This book easily had the best, most unique worldbuilding of any book I read in 2024. The Teixcalaanii Empire views itself as the entire world, and desires to bring more of the world into the, um, world. It’s a culture full of opulence and poetic brilliance, where poetry and essay competitions are how the elite gain notoriety. This book has some powerful things to say about imperialism and cultural superiority. It is, technically, science fiction. But the cultural world-building really is at second-world fantasy level.
The book opens with Ambassador Mahit Dzmare arriving at the planet to begin her tenure as an ambassador after the previous one died. Oh, and—she has some of the memories from a younger version of her predecessor stuffed in her brain. Tossed into an unfamiliar sea, Mahit’s goal is to not let her home world be annexed by the empire—while preferably staying alive.
I thoroughly enjoyed most of this book. The character’s voice was on point. I loved watching Mahit weave through this society that was unfamiliar even though she’d been training for this for years.

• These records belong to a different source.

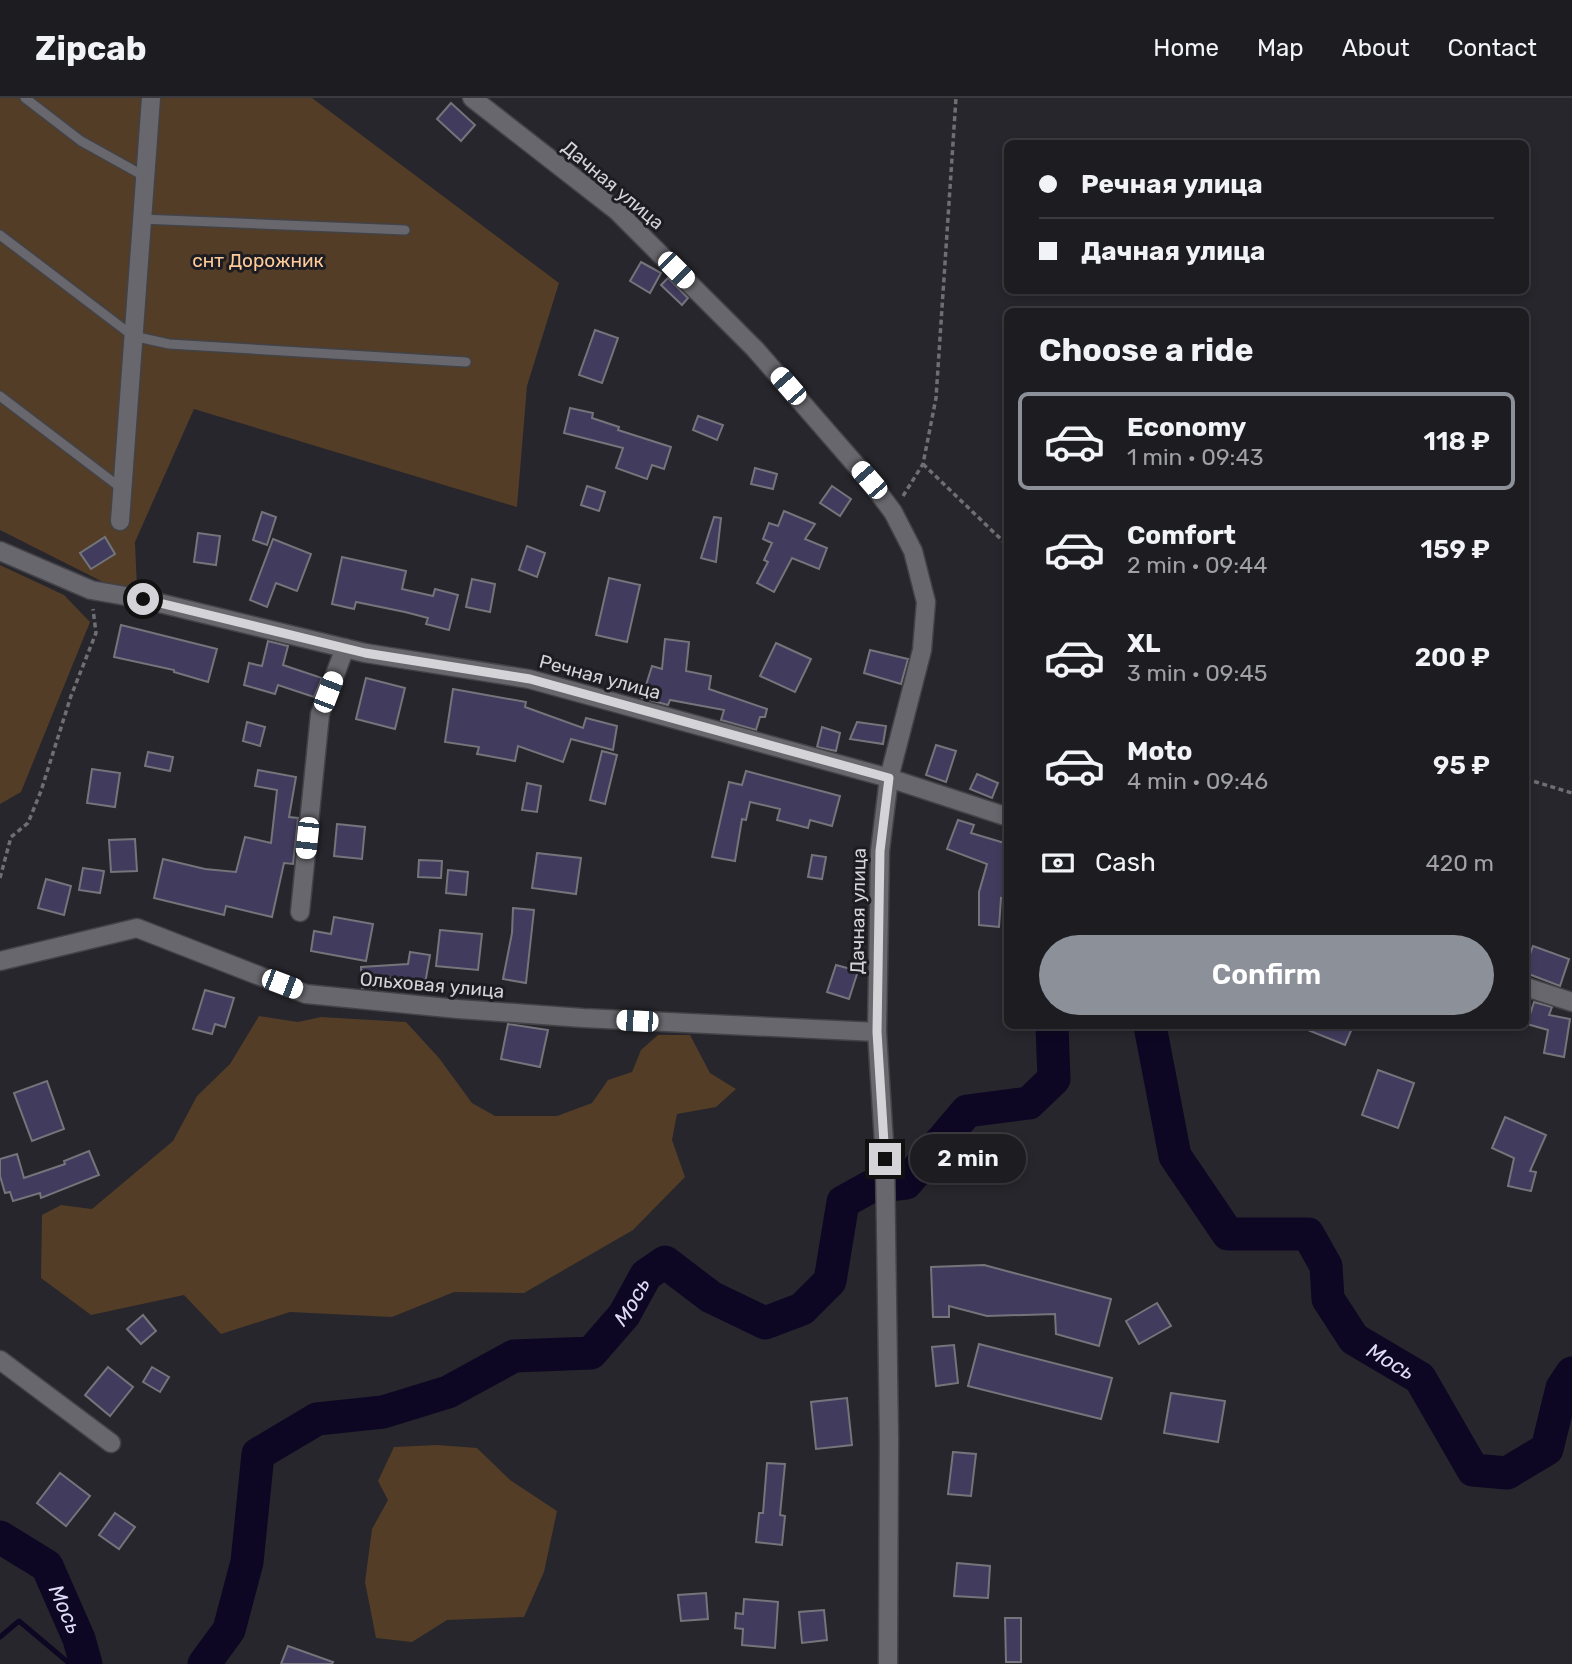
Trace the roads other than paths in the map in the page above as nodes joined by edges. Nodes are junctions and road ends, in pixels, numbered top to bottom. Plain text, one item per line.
1 (25, 98) edge
2 (151, 98) edge
3 (472, 98) edge
4 (144, 176) junction
5 (141, 219) junction
6 (405, 230) dead end
7 (0, 235) edge
8 (133, 336) junction
9 (466, 362) dead end
10 (0, 396) edge
11 (122, 489) junction
12 (121, 521) dead end
13 (0, 551) edge
14 (345, 648) junction
15 (889, 778) junction
16 (1004, 816) edge
17 (300, 912) dead end
18 (0, 961) edge
19 (1529, 988) edge
20 (1572, 1002) edge
21 (877, 1032) junction
22 (0, 1360) edge
23 (111, 1443) dead end
24 (888, 1664) edge

1 - 4 lane
2 - 4 street
3 - 15 street, Дачная улица
4 - 5 street
5 - 6 lane
5 - 8 street
7 - 8 lane
8 - 9 lane
8 - 11 street
10 - 11 lane
11 - 12 street
13 - 14 street, Речная улица
14 - 15 street, Речная улица
14 - 17 street
15 - 16 street, Речная улица
15 - 21 street, Дачная улица
18 - 21 street, Ольховая улица
19 - 20 street
21 - 24 street, Дачная улица
22 - 23 street

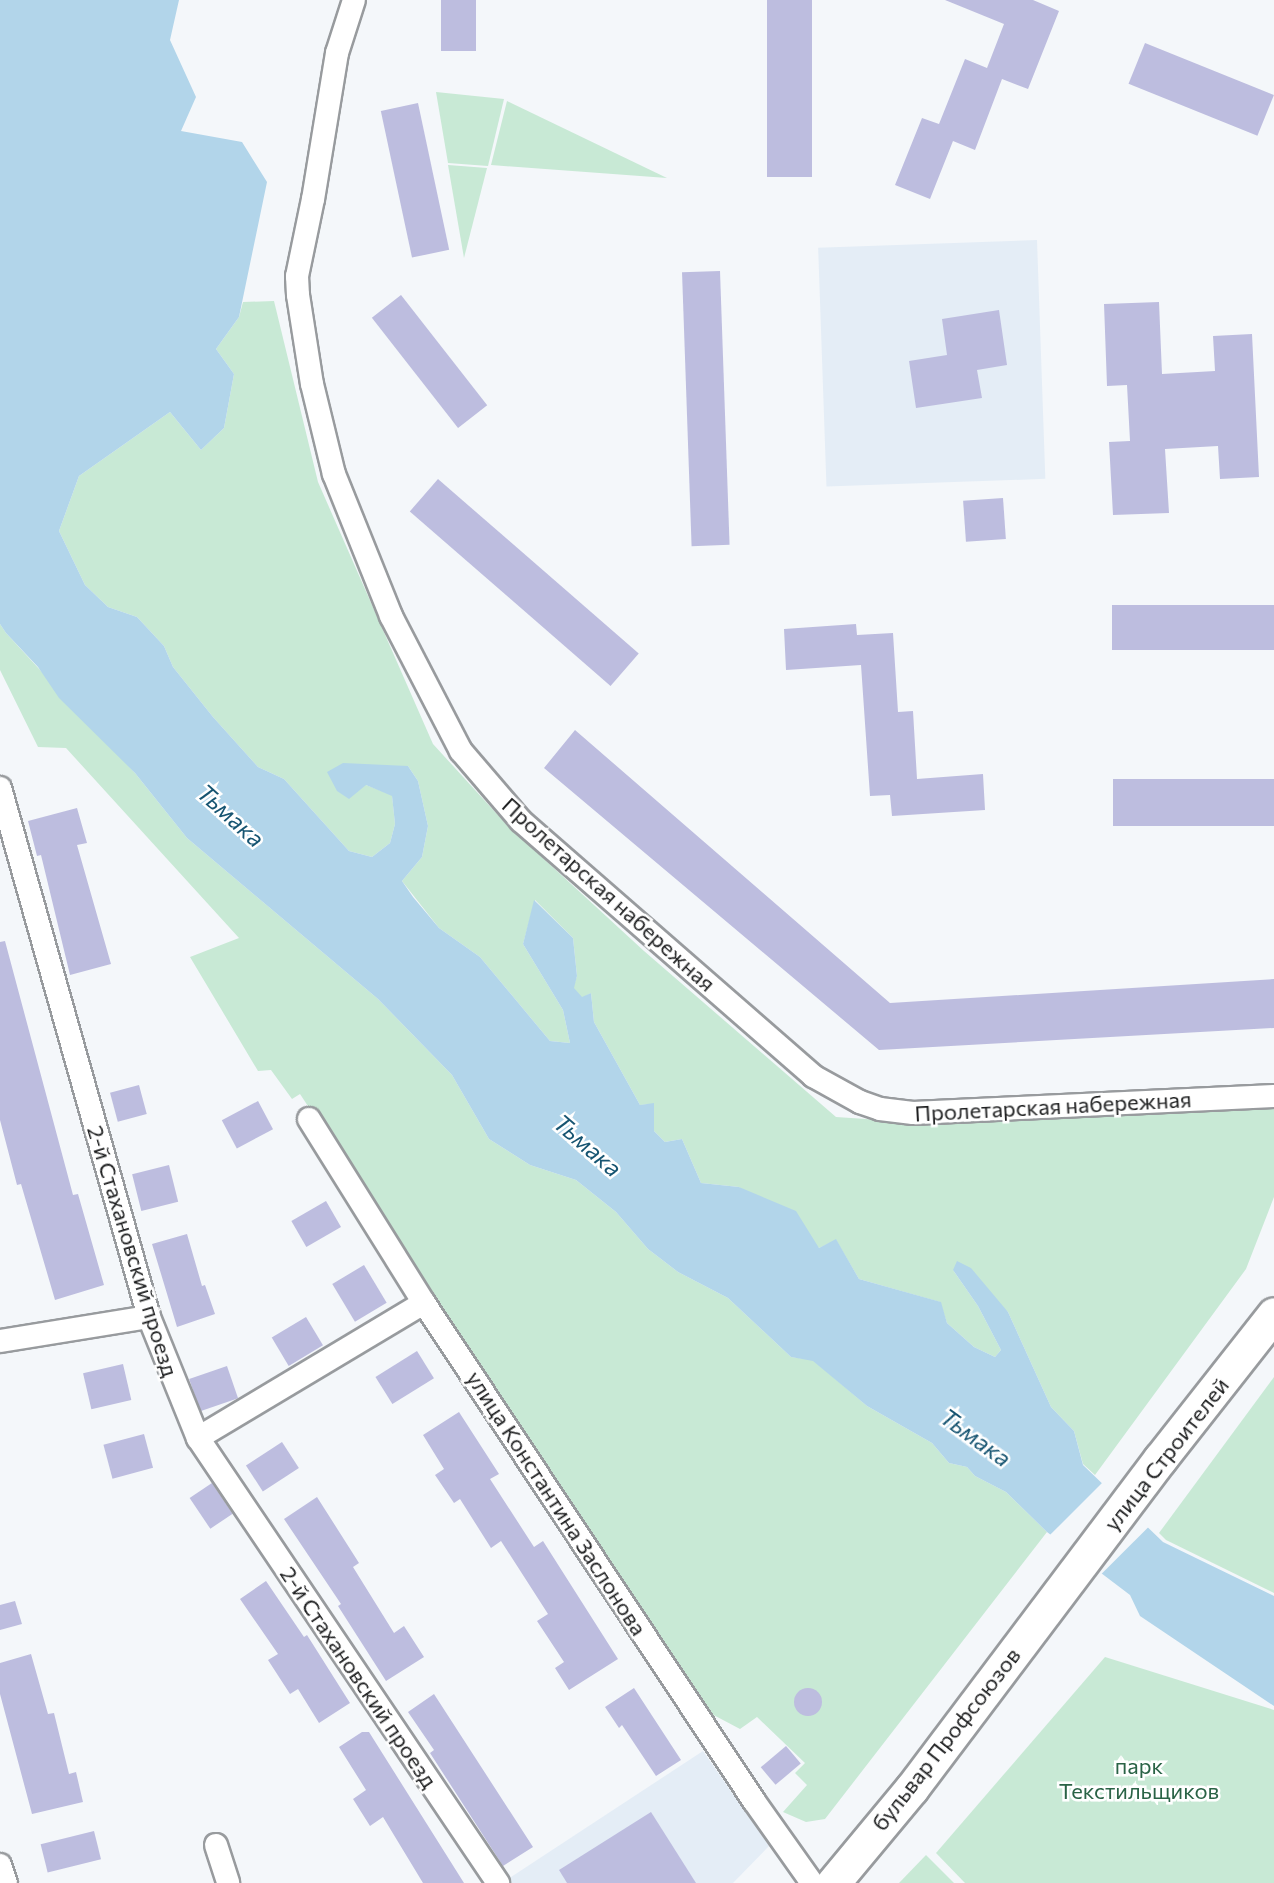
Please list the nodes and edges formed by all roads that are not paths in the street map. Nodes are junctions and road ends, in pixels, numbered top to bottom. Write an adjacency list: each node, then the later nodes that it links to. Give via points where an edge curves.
1 (354, 0): 3 (street, Пролетарская набережная, via 337,53 297,276 298,295 312,384 334,474 391,616 461,751 522,820 813,1076 860,1102 913,1113)
2 (0, 788): 7 (street, 2-й Стахановский проезд)
3 (1274, 1096)
4 (309, 1119): 5 (street, улица Константина Заслонова)
5 (424, 1303): 10 (street); 17 (street, улица Константина Заслонова)
6 (1274, 1314): 8 (main road, улица Строителей)
7 (149, 1317): 9 (street); 10 (street, 2-й Стахановский проезд)
8 (1262, 1340): 11 (main road, улица Строителей, via 1160,1459)
9 (0, 1341)
10 (198, 1438): 16 (street, 2-й Стахановский проезд)
11 (1058, 1594): 18 (main road, бульвар Профсоюзов, via 912,1788)
12 (216, 1845): 15 (street)
13 (0, 1865): 14 (street)
14 (6, 1883)
15 (228, 1883)
16 (498, 1883)
17 (812, 1883)
18 (832, 1883)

The book fell apart for me a bit at the end. Everything wrapped up a bit too quickly. There is a second installment in the series that I haven’t read yet, but even so, the climax of book 1 felt very sudden, and entirely out of the main character’s hands. I also deeply disagree on an ethical level with one of the final acts committed by a prominent figure in the climax, but it would be a spoiler, so I won’t say more about that.
The worldbuilding was deeply complex, yet there were a few aspects that fell short for me.
First, outsiders are considered not human, which was supposed to show that the culture is racist and looks down on others. But, to be honest, I was a bit unclear on whether all the thinking individuals in this book were of the same species. So while I agree the culture was definitely in the wrong for looking down on those outside their cultures, it seems a bit weird to want to call someone of a different species “human,” at least by the current definition of the word. Maybe we could call all thinking individuals “people” or something. I also might be misremembering some of the nuance here.
Also, I find some parts of the culture repugnant. I mean, the imperialism and racism is supposed to be perceived that way. But also, a young adult apparently falls in love with (and is deeply attracted to) an elderly man on his death bed? Gross. The sexual ethics in this book are basically: anything goes. Literally anything.
Content rating: a low R. There’s just enough gore for me to give it an R in violence. Similarly with sexual content. It’s not that explicit, but there are enough sexually charged scenes and thoughts and memories that I’d give it an R.